How to Protect the Deceased from Identity Fraud
February 4, 2019 Posted By Trusts and Estates
The executor of an estate can take steps to reduce the risk of decedent’s identity being used to commit fraud. The executor should take two (2) specific steps concerning decedent’s Death Certificate. First, an executor should protect the Death Certificate as if it were a Social Security Card. Second, the executor should request at least twelve (12) original copies to show proof of death when closing accounts
Further steps can and should be taken to protect decedent’s identity. First and foremost, the executor should request a credit report from each of the three credit reporting agencies. This will give the executor a list of the accounts belonging to decedent that need to be closed. Then, Executor should request a flag to be placed on the deceased’s file. The flag should read, “Deceased: do not issue credit.” Also, indicate that the executor of the estate must be notified in the event someone attempts to open a fraudulent account under decedent’s name.
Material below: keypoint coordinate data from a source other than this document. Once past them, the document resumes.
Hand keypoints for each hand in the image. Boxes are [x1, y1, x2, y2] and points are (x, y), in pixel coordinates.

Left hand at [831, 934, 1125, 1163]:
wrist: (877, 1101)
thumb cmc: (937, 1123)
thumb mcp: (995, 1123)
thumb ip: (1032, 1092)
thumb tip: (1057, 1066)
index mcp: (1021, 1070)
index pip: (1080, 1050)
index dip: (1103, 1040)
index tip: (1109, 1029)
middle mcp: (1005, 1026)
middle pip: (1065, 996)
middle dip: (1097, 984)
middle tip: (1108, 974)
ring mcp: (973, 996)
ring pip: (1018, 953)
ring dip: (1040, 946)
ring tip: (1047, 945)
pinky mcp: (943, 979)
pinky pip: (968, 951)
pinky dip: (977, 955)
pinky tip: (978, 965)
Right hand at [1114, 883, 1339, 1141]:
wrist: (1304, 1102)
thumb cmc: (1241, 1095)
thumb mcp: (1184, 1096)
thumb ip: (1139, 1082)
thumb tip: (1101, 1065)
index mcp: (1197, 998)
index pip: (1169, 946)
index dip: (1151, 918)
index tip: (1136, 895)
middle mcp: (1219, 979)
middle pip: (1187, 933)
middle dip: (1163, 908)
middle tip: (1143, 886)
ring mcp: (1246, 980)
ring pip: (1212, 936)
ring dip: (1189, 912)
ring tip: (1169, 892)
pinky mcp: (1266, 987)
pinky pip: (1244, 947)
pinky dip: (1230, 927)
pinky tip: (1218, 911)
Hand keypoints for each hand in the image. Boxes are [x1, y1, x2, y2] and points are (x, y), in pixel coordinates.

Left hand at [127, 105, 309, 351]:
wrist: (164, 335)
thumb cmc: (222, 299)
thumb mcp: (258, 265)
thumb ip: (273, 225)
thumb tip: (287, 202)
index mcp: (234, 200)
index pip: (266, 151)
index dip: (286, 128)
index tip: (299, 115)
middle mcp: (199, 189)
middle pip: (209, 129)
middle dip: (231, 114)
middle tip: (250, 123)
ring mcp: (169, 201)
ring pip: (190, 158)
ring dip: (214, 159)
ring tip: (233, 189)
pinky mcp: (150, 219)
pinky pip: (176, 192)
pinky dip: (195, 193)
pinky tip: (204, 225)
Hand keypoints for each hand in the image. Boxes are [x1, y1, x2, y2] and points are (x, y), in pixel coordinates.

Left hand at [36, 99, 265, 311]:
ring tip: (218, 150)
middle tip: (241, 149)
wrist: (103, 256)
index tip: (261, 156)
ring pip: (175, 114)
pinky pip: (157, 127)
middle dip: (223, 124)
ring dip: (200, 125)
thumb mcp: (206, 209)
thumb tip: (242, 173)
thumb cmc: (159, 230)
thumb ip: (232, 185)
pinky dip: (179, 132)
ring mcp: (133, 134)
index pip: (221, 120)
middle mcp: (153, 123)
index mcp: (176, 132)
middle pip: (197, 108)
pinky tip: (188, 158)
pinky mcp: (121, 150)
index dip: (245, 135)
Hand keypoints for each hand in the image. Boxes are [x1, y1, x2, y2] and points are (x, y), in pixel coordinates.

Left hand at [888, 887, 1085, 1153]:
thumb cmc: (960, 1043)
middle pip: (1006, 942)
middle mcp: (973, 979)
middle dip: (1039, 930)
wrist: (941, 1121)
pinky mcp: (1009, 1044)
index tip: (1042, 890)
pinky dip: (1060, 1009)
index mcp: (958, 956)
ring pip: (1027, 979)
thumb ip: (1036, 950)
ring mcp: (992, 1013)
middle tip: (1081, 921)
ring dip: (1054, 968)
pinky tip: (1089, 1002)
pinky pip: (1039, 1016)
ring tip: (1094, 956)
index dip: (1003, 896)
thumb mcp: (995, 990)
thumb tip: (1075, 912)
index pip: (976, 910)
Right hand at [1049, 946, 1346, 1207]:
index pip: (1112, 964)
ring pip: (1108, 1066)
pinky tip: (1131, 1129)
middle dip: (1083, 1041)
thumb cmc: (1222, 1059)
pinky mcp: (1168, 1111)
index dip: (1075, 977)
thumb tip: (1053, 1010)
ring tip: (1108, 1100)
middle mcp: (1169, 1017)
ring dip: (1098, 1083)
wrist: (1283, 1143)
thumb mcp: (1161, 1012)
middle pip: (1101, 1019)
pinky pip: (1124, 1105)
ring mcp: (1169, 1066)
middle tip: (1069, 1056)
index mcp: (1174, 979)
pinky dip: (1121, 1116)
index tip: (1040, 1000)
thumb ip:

Finally, the executor should notify institutions concerning the death of the decedent and the subsequent closing of accounts and/or benefits. Institutions that should be notified consist of the Social Security Administration, insurance companies (i.e. auto, health, life, etc.), professional listing agencies (i.e. bar association, trade certifications, medical association, union affiliation, etc.), and membership programs (i.e. video rental services, public library, fitness club, etc.). Also, Veterans Administration should be notified if the decedent was formerly a member of the military. As well, Department of Motor Vehicles (DMV) should be notified if the decedent had a driver’s license or a state ID card. Similarly, Immigration services should be notified if the decedent was not a U.S. citizen.
All these steps are beneficial and important in protecting decedent’s identity from being used to commit fraud.